Often she returns to her Sun Valley home at about 10 p.m.

But even then the work does not end, because she cares for a menagerie of her own. She owns a retired greyhound race dog, a Boston terrier, two cats, a parakeet and a canary.

Volunteers from humane organizations say Mangiamele’s plight is indicative of City Hall’s indifference toward the city’s animal population.

“Isn’t that a big joke? You have one vet for the entire city,” said Teri Austin, president of the Amanda Foundation, the city’s largest animal-rescue group.

Mangiamele worked as a vet for a pet food manufacturer in Long Beach when she learned about the euthanasia rate in Los Angeles through a survey of shelters statewide.

Advertisement

She applied for the job with the Animal Regulation Department in the hope of helping to reduce that rate. But thus far, budget shortfalls have made progress toward her goal difficult.
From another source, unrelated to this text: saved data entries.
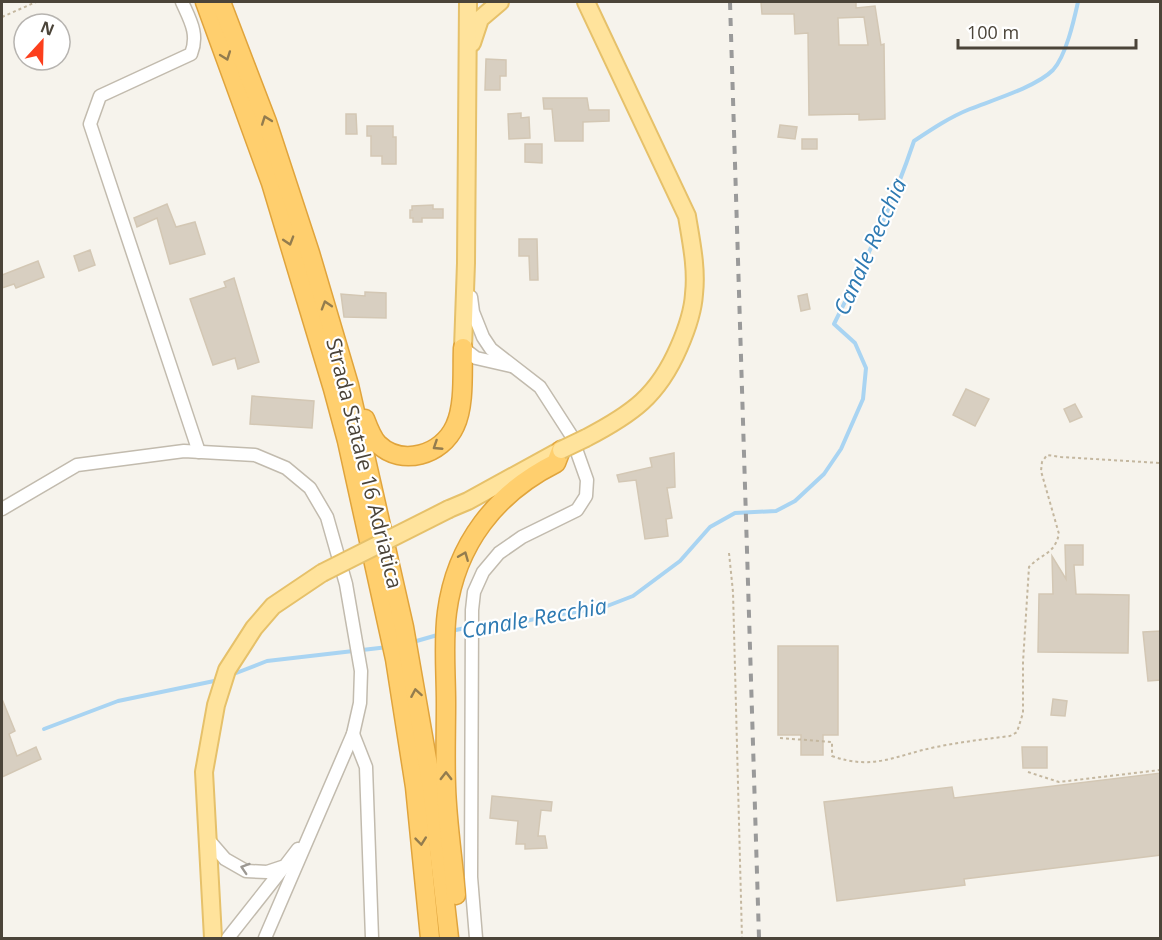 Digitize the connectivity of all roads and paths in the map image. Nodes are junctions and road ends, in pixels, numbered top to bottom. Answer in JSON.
{"nodes":[{"id":1,"x":36,"y":2,"type":"edge"},
{"id":2,"x":182,"y":2,"type":"edge"},
{"id":3,"x":205,"y":2,"type":"edge"},
{"id":4,"x":221,"y":2,"type":"edge"},
{"id":5,"x":468,"y":2,"type":"edge"},
{"id":6,"x":500,"y":2,"type":"edge"},
{"id":7,"x":576,"y":2,"type":"edge"},
{"id":8,"x":590,"y":9,"type":"edge"},
{"id":9,"x":2,"y":18,"type":"edge"},
{"id":10,"x":467,"y":64,"type":"junction"},
{"id":11,"x":466,"y":263,"type":"junction"},
{"id":12,"x":463,"y":348,"type":"junction"},
{"id":13,"x":491,"y":349,"type":"junction"},
{"id":14,"x":513,"y":367,"type":"junction"},
{"id":15,"x":350,"y":385,"type":"junction"},
{"id":16,"x":561,"y":450,"type":"junction"},
{"id":17,"x":199,"y":452,"type":"junction"},
{"id":18,"x":1161,"y":463,"type":"edge"},
{"id":19,"x":2,"y":509,"type":"edge"},
{"id":20,"x":729,"y":553,"type":"dead end"},
{"id":21,"x":397,"y":629,"type":"junction"},
{"id":22,"x":402,"y":658,"type":"junction"},
{"id":23,"x":353,"y":734,"type":"junction"},
{"id":24,"x":780,"y":738,"type":"dead end"},
{"id":25,"x":1161,"y":770,"type":"edge"},
{"id":26,"x":1028,"y":772,"type":"dead end"},
{"id":27,"x":308,"y":836,"type":"junction"},
{"id":28,"x":206,"y":837,"type":"junction"},
{"id":29,"x":285,"y":866,"type":"junction"},
{"id":30,"x":265,"y":938,"type":"edge"},
{"id":31,"x":213,"y":939,"type":"edge"},
{"id":32,"x":228,"y":939,"type":"edge"},
{"id":33,"x":372,"y":939,"type":"edge"},
{"id":34,"x":430,"y":939,"type":"edge"},
{"id":35,"x":449,"y":939,"type":"edge"},
{"id":36,"x":461,"y":939,"type":"edge"},
{"id":37,"x":476,"y":939,"type":"edge"},
{"id":38,"x":742,"y":939,"type":"edge"}],
"edges":[{"from":1,"to":9,"type":"path"},
{"from":2,"to":17,"type":"street"},
{"from":3,"to":21,"type":"highway","name":"Strada Statale 16 Adriatica","one_way":true},
{"from":15,"to":4,"type":"highway","name":"Strada Statale 16 Adriatica","one_way":true},
{"from":5,"to":10,"type":"main road"},
{"from":6,"to":10,"type":"main road"},
{"from":7,"to":8,"type":"main road"},
{"from":8,"to":16,"type":"main road","bridge":true},
{"from":10,"to":11,"type":"main road"},
{"from":11,"to":12,"type":"main road"},
{"from":11,"to":13,"type":"street"},
{"from":12,"to":13,"type":"street"},
{"from":12,"to":14,"type":"street"},
{"from":12,"to":15,"type":"highway","one_way":true},
{"from":13,"to":14,"type":"street"},
{"from":14,"to":37,"type":"street"},
{"from":15,"to":21,"type":"highway","name":"Strada Statale 16 Adriatica"},
{"from":16,"to":28,"type":"main road","bridge":true},
{"from":36,"to":16,"type":"highway","one_way":true},
{"from":17,"to":19,"type":"street"},
{"from":17,"to":23,"type":"street"},
{"from":18,"to":24,"type":"path"},
{"from":20,"to":38,"type":"path"},
{"from":21,"to":22,"type":"highway","name":"Strada Statale 16 Adriatica"},
{"from":22,"to":34,"type":"highway","name":"Strada Statale 16 Adriatica","one_way":true},
{"from":35,"to":22,"type":"highway","name":"Strada Statale 16 Adriatica","one_way":true},
{"from":23,"to":27,"type":"street"},
{"from":23,"to":33,"type":"street"},
{"from":25,"to":26,"type":"path"},
{"from":27,"to":29,"type":"street"},
{"from":27,"to":30,"type":"street"},
{"from":29,"to":28,"type":"street","one_way":true},
{"from":28,"to":31,"type":"main road"},
{"from":29,"to":32,"type":"street"}]}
Although her job is often strenuous, it can also be rewarding and fun.

*

One recent day, as she made her usual rounds at the West Valley animal shelter in Chatsworth, Mangiamele walked through the outdoor holding pens, greeting the animals that had been impounded as strays or taken from neglectful owners. She referred to them as if they were old friends.

There was a potbellied pig, whom she called Mr. Piggy, napping in the sun. There was Gertrude, a dirty black-and-white duck with a tendency to attack visitors wearing white socks. There was also Toughie, a big, white goose who tries to intimidate unwanted visitors with a stare.

But the job is also often tragic.

Her biggest source of sadness is that her department wouldn’t have to euthanize nearly 70% of the shelter’s animals if more people would simply spay or neuter their pets.

“It’s frustrating when people only see one side of the story,” she said. “All they see is that we euthanize animals. They don’t see what is the cause.”